-- Material for this task follows --

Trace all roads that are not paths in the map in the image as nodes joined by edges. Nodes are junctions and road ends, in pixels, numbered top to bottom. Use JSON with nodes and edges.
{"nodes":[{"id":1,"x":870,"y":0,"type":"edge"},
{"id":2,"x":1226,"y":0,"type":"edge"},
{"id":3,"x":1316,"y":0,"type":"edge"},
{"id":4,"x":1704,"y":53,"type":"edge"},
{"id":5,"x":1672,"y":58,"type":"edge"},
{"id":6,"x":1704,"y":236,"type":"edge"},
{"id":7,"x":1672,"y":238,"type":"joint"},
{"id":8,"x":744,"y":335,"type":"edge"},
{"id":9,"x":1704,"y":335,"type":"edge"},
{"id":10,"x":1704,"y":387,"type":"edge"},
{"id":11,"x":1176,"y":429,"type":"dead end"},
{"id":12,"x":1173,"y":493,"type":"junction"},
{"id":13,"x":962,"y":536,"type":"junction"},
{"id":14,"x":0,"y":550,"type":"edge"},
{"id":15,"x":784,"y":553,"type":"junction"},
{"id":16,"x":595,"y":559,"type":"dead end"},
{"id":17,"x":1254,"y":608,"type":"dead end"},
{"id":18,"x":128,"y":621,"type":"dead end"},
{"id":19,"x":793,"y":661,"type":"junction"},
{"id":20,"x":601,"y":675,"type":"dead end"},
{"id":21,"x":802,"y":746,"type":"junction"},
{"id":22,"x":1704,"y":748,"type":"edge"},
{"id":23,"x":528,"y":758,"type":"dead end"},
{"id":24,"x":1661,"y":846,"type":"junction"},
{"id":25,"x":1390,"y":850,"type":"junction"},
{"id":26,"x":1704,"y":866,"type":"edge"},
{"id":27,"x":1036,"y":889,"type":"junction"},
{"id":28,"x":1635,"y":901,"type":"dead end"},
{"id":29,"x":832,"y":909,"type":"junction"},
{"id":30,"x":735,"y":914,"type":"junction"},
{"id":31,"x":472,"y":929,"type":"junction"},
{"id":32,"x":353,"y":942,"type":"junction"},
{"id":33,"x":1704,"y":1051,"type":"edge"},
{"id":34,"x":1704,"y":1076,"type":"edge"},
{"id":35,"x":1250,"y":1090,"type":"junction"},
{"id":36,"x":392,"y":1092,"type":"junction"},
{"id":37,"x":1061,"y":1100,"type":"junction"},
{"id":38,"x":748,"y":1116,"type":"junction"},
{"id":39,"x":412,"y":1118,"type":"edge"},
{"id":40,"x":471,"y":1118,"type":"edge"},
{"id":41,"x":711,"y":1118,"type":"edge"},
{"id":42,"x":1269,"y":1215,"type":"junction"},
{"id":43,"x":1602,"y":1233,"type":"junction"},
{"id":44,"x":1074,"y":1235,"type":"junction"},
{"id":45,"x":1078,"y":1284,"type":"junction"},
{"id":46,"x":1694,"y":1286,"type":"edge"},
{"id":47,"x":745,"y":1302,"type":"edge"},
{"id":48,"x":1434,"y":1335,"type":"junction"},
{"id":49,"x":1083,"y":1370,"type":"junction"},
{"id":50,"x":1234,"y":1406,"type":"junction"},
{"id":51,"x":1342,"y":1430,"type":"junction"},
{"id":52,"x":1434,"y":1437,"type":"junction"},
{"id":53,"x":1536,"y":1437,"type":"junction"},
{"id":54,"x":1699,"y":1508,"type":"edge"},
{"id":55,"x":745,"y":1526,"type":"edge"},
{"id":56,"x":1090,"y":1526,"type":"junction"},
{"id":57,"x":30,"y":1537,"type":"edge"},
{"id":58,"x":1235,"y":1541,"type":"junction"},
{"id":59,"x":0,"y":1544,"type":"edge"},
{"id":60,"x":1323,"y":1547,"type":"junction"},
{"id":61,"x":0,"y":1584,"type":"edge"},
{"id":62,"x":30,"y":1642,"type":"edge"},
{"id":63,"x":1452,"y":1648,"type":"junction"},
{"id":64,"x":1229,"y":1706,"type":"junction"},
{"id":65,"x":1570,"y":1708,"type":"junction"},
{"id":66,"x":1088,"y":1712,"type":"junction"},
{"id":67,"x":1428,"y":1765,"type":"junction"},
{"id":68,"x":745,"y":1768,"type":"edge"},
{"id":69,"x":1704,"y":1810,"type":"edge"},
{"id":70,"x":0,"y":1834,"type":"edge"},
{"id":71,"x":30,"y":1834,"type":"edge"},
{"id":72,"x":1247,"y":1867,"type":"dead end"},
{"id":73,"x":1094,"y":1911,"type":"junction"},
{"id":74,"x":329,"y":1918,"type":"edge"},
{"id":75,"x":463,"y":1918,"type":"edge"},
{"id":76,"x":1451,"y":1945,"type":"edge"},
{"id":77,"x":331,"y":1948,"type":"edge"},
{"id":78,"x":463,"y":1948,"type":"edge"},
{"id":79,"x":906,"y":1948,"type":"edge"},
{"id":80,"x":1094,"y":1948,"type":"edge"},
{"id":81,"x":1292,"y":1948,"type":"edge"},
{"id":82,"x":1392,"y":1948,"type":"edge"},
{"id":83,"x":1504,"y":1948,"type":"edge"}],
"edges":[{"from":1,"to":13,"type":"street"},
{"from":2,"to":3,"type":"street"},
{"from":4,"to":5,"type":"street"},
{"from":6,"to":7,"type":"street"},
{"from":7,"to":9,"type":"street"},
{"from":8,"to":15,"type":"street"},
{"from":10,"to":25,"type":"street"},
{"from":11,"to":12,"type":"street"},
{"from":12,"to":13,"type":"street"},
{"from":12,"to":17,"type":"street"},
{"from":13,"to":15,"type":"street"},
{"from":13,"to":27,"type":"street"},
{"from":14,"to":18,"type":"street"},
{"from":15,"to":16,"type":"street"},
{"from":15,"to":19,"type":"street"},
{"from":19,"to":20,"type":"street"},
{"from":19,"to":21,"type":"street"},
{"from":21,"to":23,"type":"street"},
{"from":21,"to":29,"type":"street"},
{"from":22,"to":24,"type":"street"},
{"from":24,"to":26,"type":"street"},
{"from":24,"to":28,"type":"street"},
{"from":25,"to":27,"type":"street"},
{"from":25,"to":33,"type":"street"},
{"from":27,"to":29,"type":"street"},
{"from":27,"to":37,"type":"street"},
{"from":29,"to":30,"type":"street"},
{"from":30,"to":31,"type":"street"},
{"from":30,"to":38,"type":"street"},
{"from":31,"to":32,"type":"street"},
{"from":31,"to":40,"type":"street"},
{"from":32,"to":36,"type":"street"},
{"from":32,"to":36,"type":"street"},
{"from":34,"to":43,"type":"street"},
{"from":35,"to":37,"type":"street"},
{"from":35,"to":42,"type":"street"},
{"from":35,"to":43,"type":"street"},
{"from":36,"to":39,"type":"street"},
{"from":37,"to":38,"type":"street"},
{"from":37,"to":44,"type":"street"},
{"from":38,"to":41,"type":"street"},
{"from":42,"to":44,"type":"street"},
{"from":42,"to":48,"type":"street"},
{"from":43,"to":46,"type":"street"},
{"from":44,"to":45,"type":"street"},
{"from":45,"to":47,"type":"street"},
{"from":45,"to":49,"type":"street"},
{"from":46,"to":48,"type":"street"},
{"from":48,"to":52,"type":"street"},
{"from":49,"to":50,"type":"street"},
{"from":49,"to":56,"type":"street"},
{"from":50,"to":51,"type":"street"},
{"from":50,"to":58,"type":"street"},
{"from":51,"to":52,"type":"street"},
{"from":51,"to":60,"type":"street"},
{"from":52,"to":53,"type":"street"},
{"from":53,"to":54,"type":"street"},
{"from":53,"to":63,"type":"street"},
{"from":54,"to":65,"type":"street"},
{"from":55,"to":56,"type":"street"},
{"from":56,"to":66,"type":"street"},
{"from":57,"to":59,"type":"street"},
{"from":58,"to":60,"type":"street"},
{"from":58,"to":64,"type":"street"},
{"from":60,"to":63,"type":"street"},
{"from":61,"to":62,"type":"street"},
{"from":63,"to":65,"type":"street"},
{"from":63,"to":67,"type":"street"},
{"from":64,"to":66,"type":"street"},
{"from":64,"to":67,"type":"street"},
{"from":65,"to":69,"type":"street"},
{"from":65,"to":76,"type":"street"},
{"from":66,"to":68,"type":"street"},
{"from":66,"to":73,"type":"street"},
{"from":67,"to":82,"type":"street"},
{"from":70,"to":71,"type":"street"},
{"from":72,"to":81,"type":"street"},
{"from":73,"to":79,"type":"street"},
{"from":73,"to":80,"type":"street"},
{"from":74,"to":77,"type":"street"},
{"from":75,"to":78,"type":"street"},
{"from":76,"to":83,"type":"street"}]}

-- Material for this task concluded --

Problem to solve: Return each line among the entries that holds the word "nodes".

Task result:
Trace all roads that are not paths in the map in the image as nodes joined by edges. Nodes are junctions and road ends, in pixels, numbered top to bottom. Use JSON with nodes and edges.
{"nodes":[{"id":1,"x":870,"y":0,"type":"edge"},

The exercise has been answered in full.